• [ASSIGNMENT]
Across all the records, filter for lines with the word "down" and copy them.

• [AVAILABLE DATA]
== Segment start ==
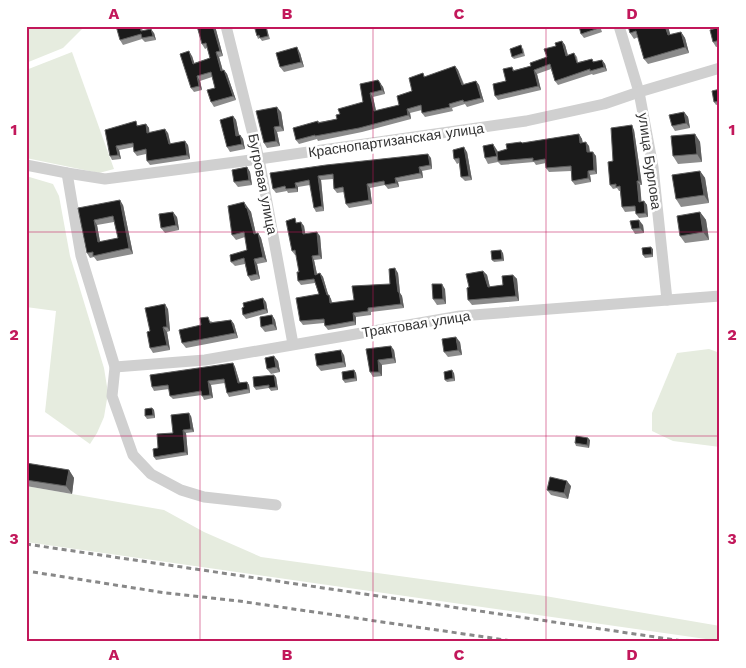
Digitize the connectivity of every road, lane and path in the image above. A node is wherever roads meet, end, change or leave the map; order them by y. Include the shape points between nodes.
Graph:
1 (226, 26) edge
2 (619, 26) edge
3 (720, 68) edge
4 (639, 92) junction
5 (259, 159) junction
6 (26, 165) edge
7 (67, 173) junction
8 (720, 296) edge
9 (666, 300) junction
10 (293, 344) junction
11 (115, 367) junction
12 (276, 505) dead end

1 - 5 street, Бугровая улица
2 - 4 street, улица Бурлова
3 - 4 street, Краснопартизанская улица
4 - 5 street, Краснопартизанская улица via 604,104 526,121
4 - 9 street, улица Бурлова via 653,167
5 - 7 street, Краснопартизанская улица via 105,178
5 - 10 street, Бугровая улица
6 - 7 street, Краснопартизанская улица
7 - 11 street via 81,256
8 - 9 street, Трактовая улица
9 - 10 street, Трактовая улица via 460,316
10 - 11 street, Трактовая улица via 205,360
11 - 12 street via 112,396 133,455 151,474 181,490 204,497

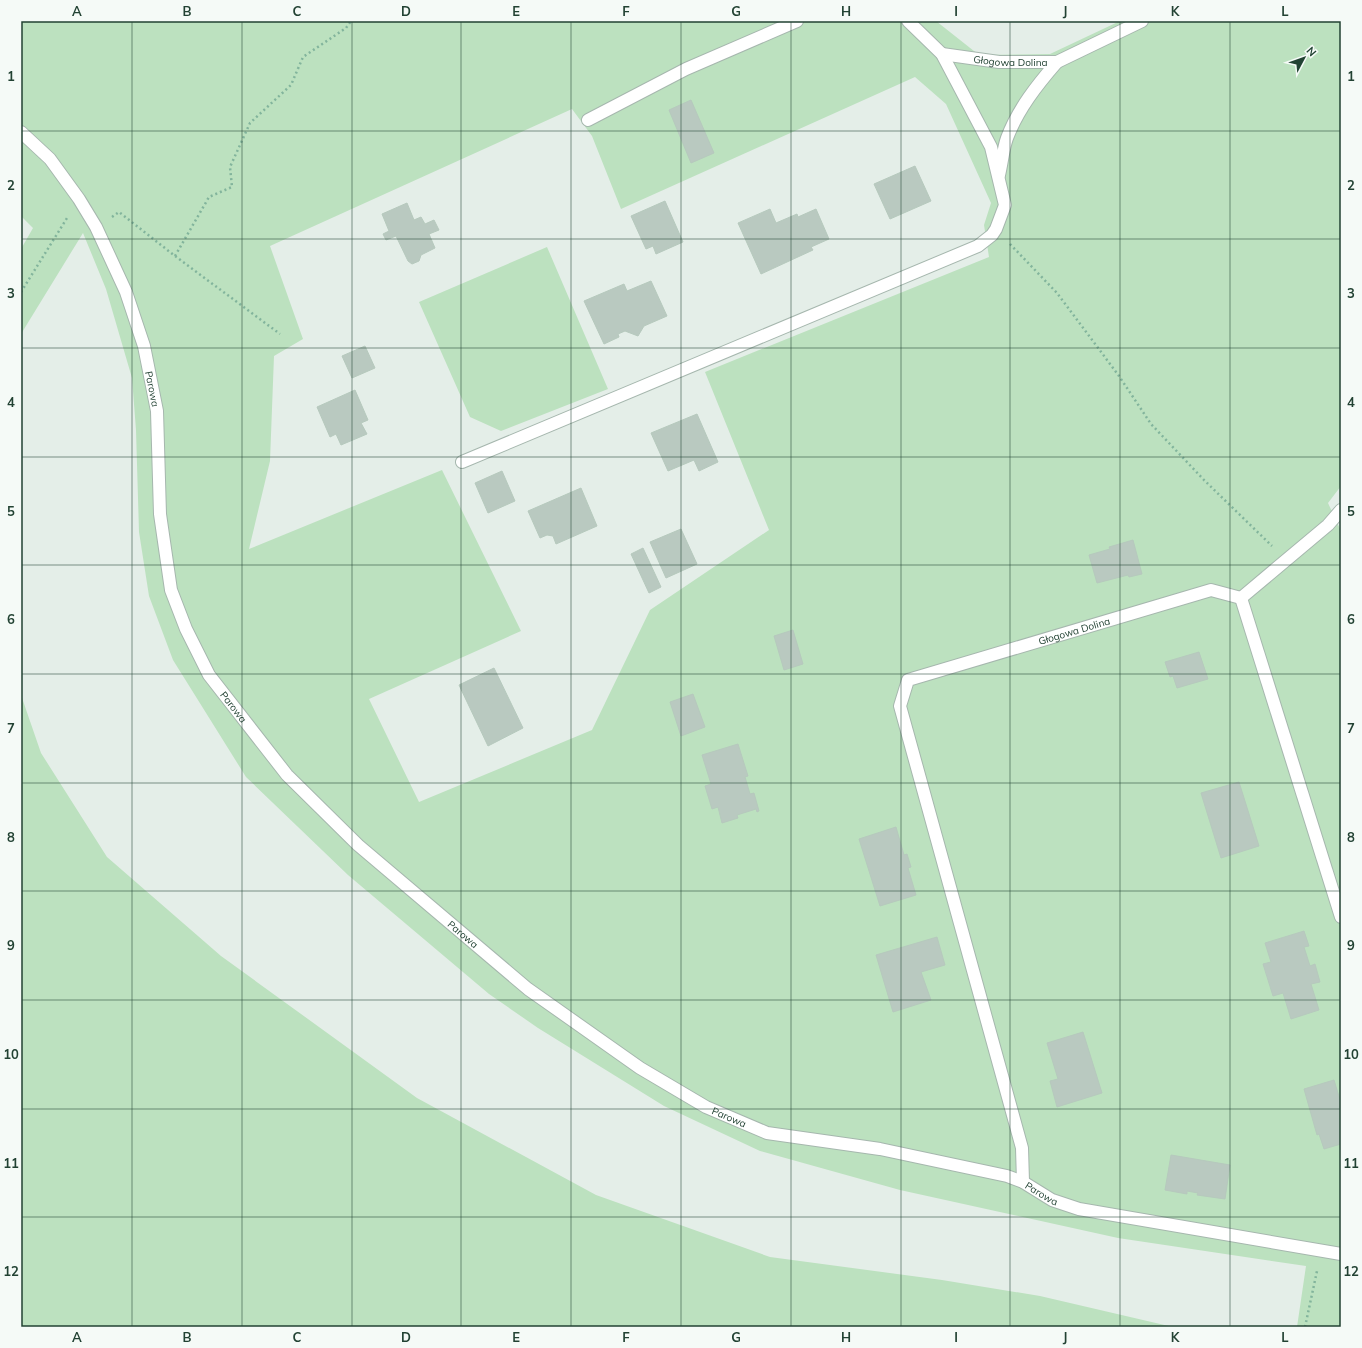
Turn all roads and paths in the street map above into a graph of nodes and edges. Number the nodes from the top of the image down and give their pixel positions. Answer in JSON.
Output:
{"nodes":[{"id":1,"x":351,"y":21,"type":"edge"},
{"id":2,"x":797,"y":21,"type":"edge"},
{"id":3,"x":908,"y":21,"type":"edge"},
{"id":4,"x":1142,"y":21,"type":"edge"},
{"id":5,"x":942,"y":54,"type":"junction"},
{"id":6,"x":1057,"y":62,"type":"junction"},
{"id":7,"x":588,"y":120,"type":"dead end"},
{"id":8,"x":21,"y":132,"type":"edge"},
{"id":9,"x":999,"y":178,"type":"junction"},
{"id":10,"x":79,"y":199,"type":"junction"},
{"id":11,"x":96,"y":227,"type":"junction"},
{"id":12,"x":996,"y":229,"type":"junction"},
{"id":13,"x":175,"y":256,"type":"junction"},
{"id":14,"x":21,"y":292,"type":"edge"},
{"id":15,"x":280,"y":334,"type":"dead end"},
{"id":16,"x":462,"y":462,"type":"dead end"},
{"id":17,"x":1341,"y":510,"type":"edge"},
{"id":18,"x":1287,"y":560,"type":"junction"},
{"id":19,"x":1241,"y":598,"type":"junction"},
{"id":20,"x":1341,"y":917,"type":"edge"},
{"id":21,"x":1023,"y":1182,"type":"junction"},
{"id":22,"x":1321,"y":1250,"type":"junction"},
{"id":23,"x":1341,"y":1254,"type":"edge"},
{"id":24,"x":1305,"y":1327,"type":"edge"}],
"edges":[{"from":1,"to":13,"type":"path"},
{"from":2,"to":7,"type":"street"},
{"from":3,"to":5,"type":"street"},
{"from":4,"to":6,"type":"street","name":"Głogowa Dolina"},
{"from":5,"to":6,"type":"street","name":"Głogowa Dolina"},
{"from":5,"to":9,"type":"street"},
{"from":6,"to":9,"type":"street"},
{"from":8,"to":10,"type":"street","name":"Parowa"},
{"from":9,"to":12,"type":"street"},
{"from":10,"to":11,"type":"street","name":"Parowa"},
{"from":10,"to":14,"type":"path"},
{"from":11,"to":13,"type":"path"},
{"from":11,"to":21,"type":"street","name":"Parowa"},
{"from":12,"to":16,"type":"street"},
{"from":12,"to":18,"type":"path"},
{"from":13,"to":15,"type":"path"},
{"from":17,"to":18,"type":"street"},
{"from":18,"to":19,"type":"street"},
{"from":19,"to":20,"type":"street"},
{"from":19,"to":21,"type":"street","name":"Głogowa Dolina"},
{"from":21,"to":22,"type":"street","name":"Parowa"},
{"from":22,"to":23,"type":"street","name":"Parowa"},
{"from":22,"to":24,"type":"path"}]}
== Segment end ==
== Segment start ==
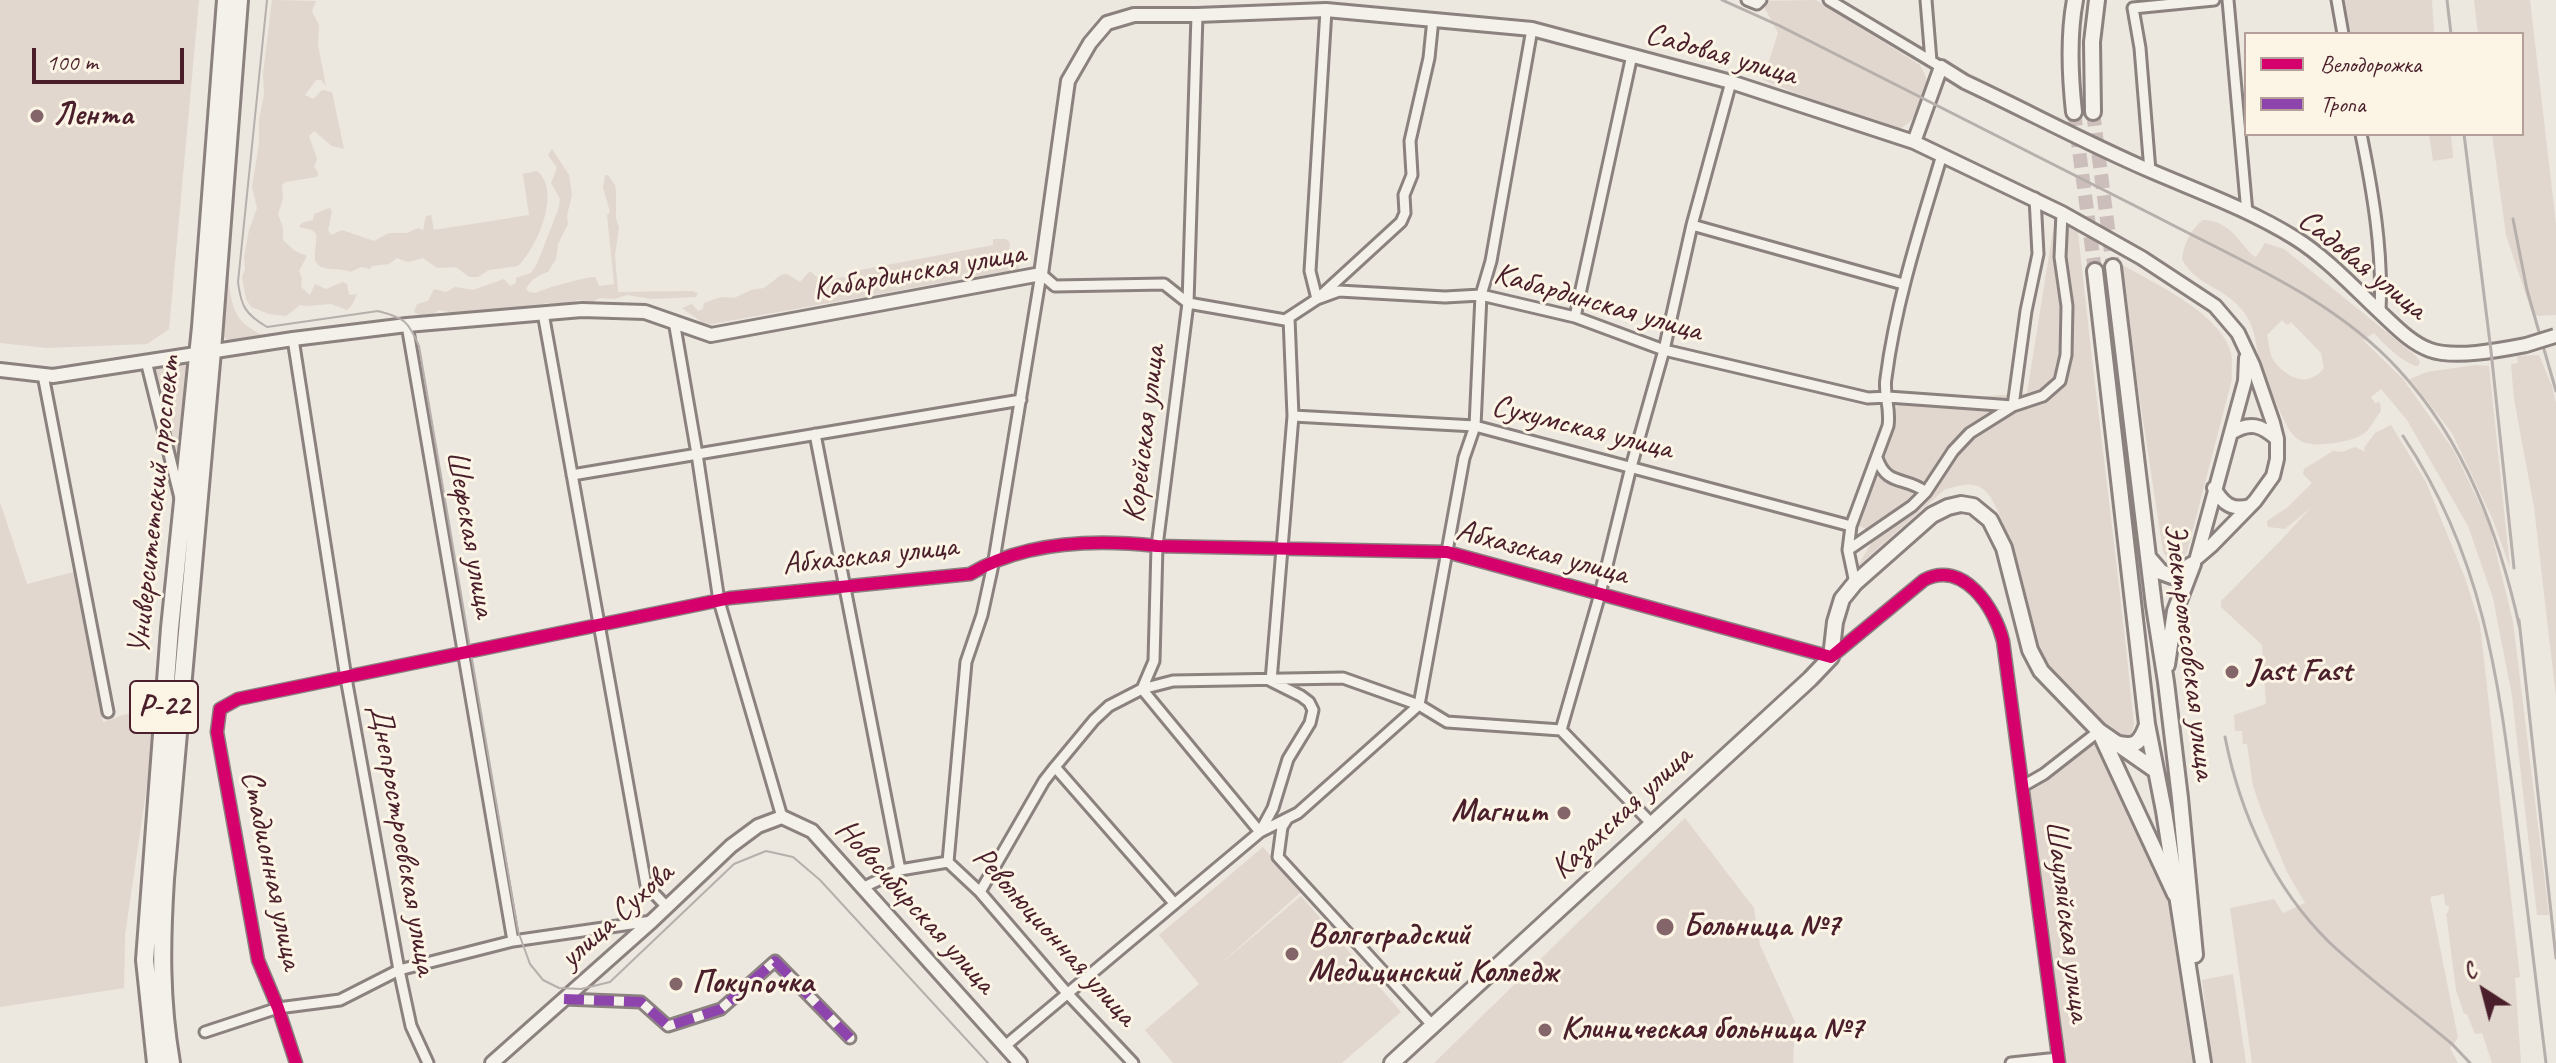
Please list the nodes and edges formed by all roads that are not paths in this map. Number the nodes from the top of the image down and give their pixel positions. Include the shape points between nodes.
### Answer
== Segment end ==
• [RESULT OF THE TASK]
Turn all roads and paths in the street map above into a graph of nodes and edges. Number the nodes from the top of the image down and give their pixel positions. Answer in JSON.
Please list the nodes and edges formed by all roads that are not paths in this map. Number the nodes from the top of the image down and give their pixel positions. Include the shape points between nodes.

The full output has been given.